Saved entries:

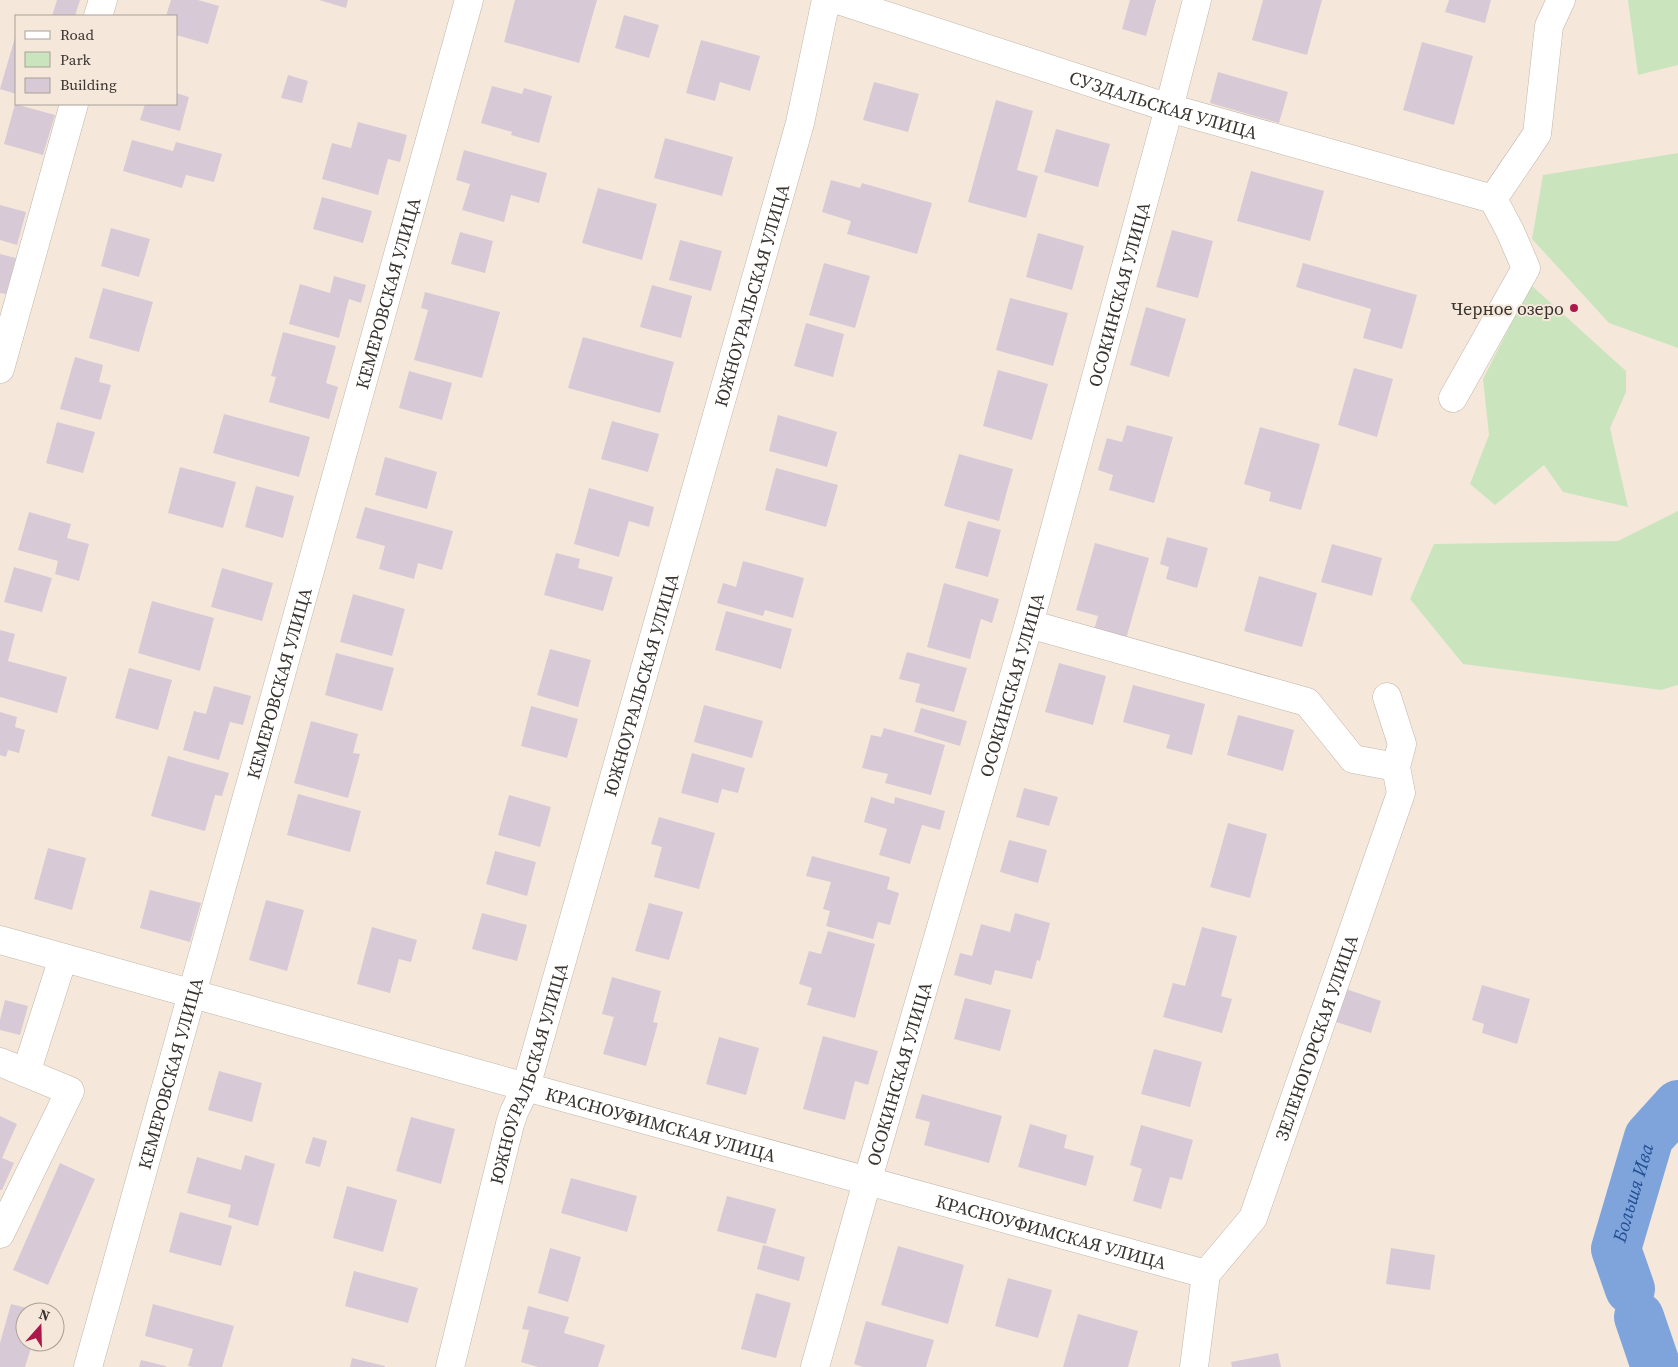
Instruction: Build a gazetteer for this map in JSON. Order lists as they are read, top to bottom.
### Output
{
  "streets": {
    "street": [
      "СУЗДАЛЬСКАЯ УЛИЦА",
      "КЕМЕРОВСКАЯ УЛИЦА",
      "ОСОКИНСКАЯ УЛИЦА",
      "ЮЖНОУРАЛЬСКАЯ УЛИЦА",
      "ЗЕЛЕНОГОРСКАЯ УЛИЦА",
      "КРАСНОУФИМСКАЯ УЛИЦА"
    ]
  },
  "crossings": [
    ["СУЗДАЛЬСКАЯ УЛИЦА", "ОСОКИНСКАЯ УЛИЦА"],
    ["КЕМЕРОВСКАЯ УЛИЦА", "КРАСНОУФИМСКАЯ УЛИЦА"],
    ["ОСОКИНСКАЯ УЛИЦА", "КРАСНОУФИМСКАЯ УЛИЦА"],
    ["ЮЖНОУРАЛЬСКАЯ УЛИЦА", "КРАСНОУФИМСКАЯ УЛИЦА"],
    ["ЗЕЛЕНОГОРСКАЯ УЛИЦА", "КРАСНОУФИМСКАЯ УЛИЦА"]
  ],
  "water": ["Большя Ива"],
  "places": ["Черное озеро"],
  "legend": ["Road", "Park", "Building"],
  "north": "top"
}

WHAT NEEDS TO BE DONE: Repeat the data exactly, excluding the pictures.

OUTPUT BELOW:
Instruction: Build a gazetteer for this map in JSON. Order lists as they are read, top to bottom.
### Output
{
  "streets": {
    "street": [
      "СУЗДАЛЬСКАЯ УЛИЦА",
      "КЕМЕРОВСКАЯ УЛИЦА",
      "ОСОКИНСКАЯ УЛИЦА",
      "ЮЖНОУРАЛЬСКАЯ УЛИЦА",
      "ЗЕЛЕНОГОРСКАЯ УЛИЦА",
      "КРАСНОУФИМСКАЯ УЛИЦА"
    ]
  },
  "crossings": [
    ["СУЗДАЛЬСКАЯ УЛИЦА", "ОСОКИНСКАЯ УЛИЦА"],
    ["КЕМЕРОВСКАЯ УЛИЦА", "КРАСНОУФИМСКАЯ УЛИЦА"],
    ["ОСОКИНСКАЯ УЛИЦА", "КРАСНОУФИМСКАЯ УЛИЦА"],
    ["ЮЖНОУРАЛЬСКАЯ УЛИЦА", "КРАСНОУФИМСКАЯ УЛИЦА"],
    ["ЗЕЛЕНОГОРСКАЯ УЛИЦА", "КРАСНОУФИМСКАЯ УЛИЦА"]
  ],
  "water": ["Большя Ива"],
  "places": ["Черное озеро"],
  "legend": ["Road", "Park", "Building"],
  "north": "top"
}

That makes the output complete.